The first draft Emirati text, on Monday, sparked an outcry for failing to call for an exit from fossil fuels, the combustion of which since the 19th century is largely responsible for the current rise in global temperatures of 1. 2°C, compared to the pre-industrial era.
We are making progress, John Kerry, the US climate envoy, declared on Tuesday evening, heading towards yet another consultation. Good progress is being made, said Australian Climate Minister Chris Bowen.
Around 130 countries (European Union, island states, United States, Brazil, etc.) demanded an ambitious text sending a clear signal to initiate decline fossil fuels.
To date, only the reduction of coal had been recorded at COP26 in Glasgow.
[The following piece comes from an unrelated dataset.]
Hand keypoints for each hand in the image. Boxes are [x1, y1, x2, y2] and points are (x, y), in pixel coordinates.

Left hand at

Oil and gas had never been designated.
In the Emirates' draft agreement there is recognition of the role played by transition energies, referring to gas, in ensuring the energy security of developing countries , where nearly 800 million people lack access to electricity.
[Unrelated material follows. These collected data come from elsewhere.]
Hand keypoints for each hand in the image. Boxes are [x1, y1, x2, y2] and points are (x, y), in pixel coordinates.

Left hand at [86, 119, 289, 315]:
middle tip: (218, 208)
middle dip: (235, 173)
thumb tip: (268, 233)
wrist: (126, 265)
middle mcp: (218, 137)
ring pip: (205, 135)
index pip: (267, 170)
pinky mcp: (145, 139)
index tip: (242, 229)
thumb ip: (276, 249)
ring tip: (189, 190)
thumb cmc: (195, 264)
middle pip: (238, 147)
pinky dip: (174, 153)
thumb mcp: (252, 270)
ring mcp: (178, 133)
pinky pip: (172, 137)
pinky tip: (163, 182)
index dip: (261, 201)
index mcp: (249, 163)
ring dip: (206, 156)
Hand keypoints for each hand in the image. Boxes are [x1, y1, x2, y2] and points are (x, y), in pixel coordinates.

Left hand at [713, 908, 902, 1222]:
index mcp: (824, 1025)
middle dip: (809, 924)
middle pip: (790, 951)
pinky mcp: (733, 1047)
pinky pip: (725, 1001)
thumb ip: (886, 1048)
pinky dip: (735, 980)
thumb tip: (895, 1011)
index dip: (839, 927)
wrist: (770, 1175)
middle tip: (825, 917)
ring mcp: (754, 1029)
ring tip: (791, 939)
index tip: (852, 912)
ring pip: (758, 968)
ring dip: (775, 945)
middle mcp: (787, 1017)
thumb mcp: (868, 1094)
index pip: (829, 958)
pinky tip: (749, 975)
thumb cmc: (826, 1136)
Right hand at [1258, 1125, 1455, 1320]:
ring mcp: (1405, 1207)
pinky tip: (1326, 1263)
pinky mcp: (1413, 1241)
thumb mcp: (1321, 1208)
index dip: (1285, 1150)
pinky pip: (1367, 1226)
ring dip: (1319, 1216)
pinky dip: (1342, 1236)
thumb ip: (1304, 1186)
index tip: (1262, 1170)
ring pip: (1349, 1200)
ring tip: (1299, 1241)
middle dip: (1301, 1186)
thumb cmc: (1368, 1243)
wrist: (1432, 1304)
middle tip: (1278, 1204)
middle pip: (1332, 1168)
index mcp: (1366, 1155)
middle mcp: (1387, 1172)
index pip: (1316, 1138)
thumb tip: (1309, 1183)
The text contains multiple energy-related calls: tripling renewable energy capacity and doubling the rate of improvement in energy efficiency by 2030; accelerate zero-carbon and low-carbon technologies, including nuclear power, low-carbon hydrogen, and the nascent carbon capture and storage, championed by oil-producing countries to be able to continue pumping hydrocarbons.
Saudi Arabia, Kuwait and Iraq were on a hard line, refusing any agreement tackling energy fossils which make them rich.
Since a conference in Doha, Kuwaiti Oil Minister Saad al-Barrak denounced on Tuesday an aggressive attack by the West.
Some of the countries most in favor of an oil exit have signaled that they are prepared to sacrifice the term, in exchange for an oil exit. significant commitments.